The activity training investigated in this study comprises the widest range of training currently measurable and is the longest running exercise currently conducted in Japan. This is also the subject of a survey, which includes a wide variety of activities. However, it is to be noted that additional investigation is necessary for activities that were not carried out in this survey target training (e.g., mountain rescue and water rescue). This study shows the importance of measurement in actual disaster activities, but it was difficult because they were not allowed to wear other equipment, such as Douglas bags, during the activity training. In order to confirm this result, it is necessary to do additional experiments in future studies using a Douglas bag and other methods. In this research, we focused on actually measuring the activities during disaster-relief operations, which are complex activities. We selected the longest running activity and targeted the maximum number of people who could be measured wearing accelerometers and heart rate monitors. However, this number of the participants is limited, and we believe that further research is needed. In addition, wearable sensors wearable sensors are less likely to interfere with training and work, and the data are easy to measure and record, so the number of examples can be increased in practical situations of fire-fighting and trainings. We did not consider the role of fatigue in this study. Since the time required varies greatly depending on the activity, it might be possible that fatigue has an effect. Moreover, the relationship between time and estimated energy expenditure per hour is not clear. Additionally, it is not known whether energy expenditure varies due to fatigue. This aspect also needs to be checked in future research. In addition, since disaster response activities were carried out throughout the day and night, it is necessary to consider the circadian rhythm in addition to the changes in heart rate and metabolism in the future.

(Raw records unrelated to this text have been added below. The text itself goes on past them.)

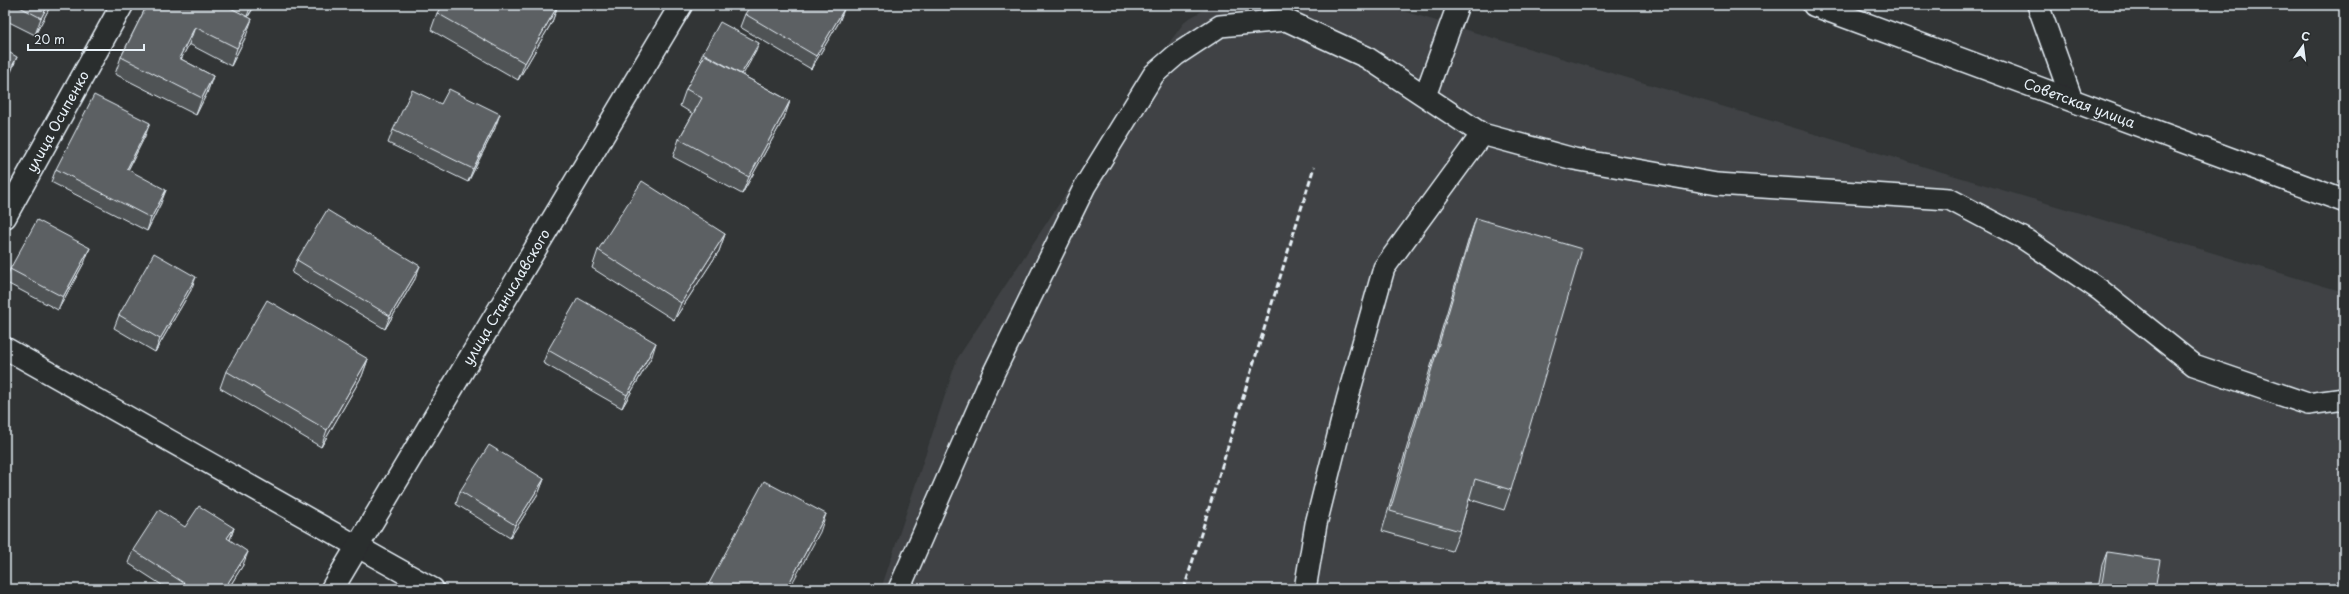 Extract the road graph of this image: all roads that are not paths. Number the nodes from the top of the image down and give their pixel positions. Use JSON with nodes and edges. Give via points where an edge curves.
{"nodes":[{"id":1,"x":122,"y":5,"type":"edge"},
{"id":2,"x":681,"y":5,"type":"edge"},
{"id":3,"x":1458,"y":5,"type":"edge"},
{"id":4,"x":2038,"y":5,"type":"edge"},
{"id":5,"x":1824,"y":7,"type":"edge"},
{"id":6,"x":1425,"y":96,"type":"junction"},
{"id":7,"x":2072,"y":100,"type":"junction"},
{"id":8,"x":1482,"y":134,"type":"junction"},
{"id":9,"x":2344,"y":201,"type":"edge"},
{"id":10,"x":5,"y":217,"type":"edge"},
{"id":11,"x":5,"y":348,"type":"edge"},
{"id":12,"x":2344,"y":400,"type":"edge"},
{"id":13,"x":358,"y":546,"type":"junction"},
{"id":14,"x":332,"y":589,"type":"edge"},
{"id":15,"x":433,"y":589,"type":"edge"},
{"id":16,"x":899,"y":589,"type":"edge"},
{"id":17,"x":1305,"y":589,"type":"edge"}],
"edges":[{"from":1,"to":10,"type":"street","name":"улица Осипенко"},
{"from":2,"to":13,"type":"street","name":"улица Станиславского"},
{"from":3,"to":6,"type":"lane"},
{"from":4,"to":7,"type":"lane"},
{"from":5,"to":7,"type":"street","name":"Советская улица"},
{"from":6,"to":8,"type":"lane"},
{"from":6,"to":16,"type":"lane","via":[[1366,57],[1286,20],[1220,26],[1176,55],[1154,74],[1085,186],[994,372]]},
{"from":7,"to":9,"type":"street","name":"Советская улица"},
{"from":8,"to":12,"type":"lane","via":[[1574,159],[1717,184],[1949,199],[2023,238],[2100,290],[2194,365],[2308,404]]},
{"from":8,"to":17,"type":"lane","via":[[1384,268],[1316,524]]},
{"from":11,"to":13,"type":"lane"},
{"from":13,"to":14,"type":"street","name":"улица Станиславского"},
{"from":13,"to":15,"type":"lane"}]}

Survey respondents were randomly selected from the members active in the target training, but since women were not included in the participating personnel, only men were included. This may be due to the fact that there are few female members in the Emergency Fire Rescue Team currently operating in Japan, but women are gradually being registered as members, and it is conceivable that women will also be dispatched to disaster activities. For these reasons, it is necessary to conduct surveys targeting women in the future. In addition, it is possible that the activity time is adjusted because the activity content is controlled because it is an activity drill, and the activity time is adjusted due to the fact that the squad that carried out high-intensity activities longer than the actual disaster. In addition, since activity records are self-reported, there may be differences from the actual situation. The results of this study can be applied to estimate the energy expenditure in not only for the firefighters, but also for individuals (e.g., Japan Self Defense Force, Police) involved in different types of disaster relief operations.